___ Input records ___

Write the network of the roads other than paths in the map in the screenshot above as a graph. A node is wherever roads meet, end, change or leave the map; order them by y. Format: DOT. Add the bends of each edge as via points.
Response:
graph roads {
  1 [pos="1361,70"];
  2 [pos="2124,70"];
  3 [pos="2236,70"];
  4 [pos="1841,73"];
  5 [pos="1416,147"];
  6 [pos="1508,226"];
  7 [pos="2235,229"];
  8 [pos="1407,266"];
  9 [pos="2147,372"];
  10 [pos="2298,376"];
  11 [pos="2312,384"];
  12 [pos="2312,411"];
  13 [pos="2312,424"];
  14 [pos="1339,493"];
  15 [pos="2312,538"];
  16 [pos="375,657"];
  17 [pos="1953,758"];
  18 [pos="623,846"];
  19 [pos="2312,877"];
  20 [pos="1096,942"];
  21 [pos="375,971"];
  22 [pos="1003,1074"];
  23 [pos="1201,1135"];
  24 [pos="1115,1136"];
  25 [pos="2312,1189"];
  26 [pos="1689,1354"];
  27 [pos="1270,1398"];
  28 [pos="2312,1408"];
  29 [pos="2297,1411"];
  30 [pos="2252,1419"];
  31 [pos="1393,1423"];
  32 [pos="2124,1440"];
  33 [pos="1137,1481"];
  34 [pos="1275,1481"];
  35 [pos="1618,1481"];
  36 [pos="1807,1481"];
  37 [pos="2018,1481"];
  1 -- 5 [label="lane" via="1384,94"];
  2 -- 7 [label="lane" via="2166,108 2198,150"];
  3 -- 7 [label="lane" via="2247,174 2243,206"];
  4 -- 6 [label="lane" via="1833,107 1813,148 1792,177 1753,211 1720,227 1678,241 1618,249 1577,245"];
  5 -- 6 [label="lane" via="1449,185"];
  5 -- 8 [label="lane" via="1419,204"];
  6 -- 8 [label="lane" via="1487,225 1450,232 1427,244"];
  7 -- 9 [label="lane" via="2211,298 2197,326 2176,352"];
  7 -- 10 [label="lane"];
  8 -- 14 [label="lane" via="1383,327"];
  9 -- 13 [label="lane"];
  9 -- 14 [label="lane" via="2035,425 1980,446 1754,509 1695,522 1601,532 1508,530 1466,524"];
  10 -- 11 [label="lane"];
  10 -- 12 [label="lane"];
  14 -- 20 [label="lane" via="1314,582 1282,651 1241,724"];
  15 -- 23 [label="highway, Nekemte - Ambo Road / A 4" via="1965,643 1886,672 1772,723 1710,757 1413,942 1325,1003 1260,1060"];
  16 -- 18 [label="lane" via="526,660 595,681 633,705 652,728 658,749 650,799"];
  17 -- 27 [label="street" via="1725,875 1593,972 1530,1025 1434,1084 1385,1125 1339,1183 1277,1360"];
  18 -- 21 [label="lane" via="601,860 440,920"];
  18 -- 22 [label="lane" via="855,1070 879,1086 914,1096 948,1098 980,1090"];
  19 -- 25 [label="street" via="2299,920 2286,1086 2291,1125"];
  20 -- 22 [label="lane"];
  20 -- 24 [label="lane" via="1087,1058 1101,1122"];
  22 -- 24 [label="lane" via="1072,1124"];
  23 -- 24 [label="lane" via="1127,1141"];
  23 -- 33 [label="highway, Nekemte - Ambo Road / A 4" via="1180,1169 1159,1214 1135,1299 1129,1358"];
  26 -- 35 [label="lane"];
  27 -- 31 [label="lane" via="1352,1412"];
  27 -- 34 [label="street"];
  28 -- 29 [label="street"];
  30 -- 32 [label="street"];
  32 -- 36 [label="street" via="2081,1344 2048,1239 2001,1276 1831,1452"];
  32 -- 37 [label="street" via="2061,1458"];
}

___

### Task requirements
A lone number is the expected answer: the count of lines in these entries holding the string "Nekemte".

### Completed exercise
2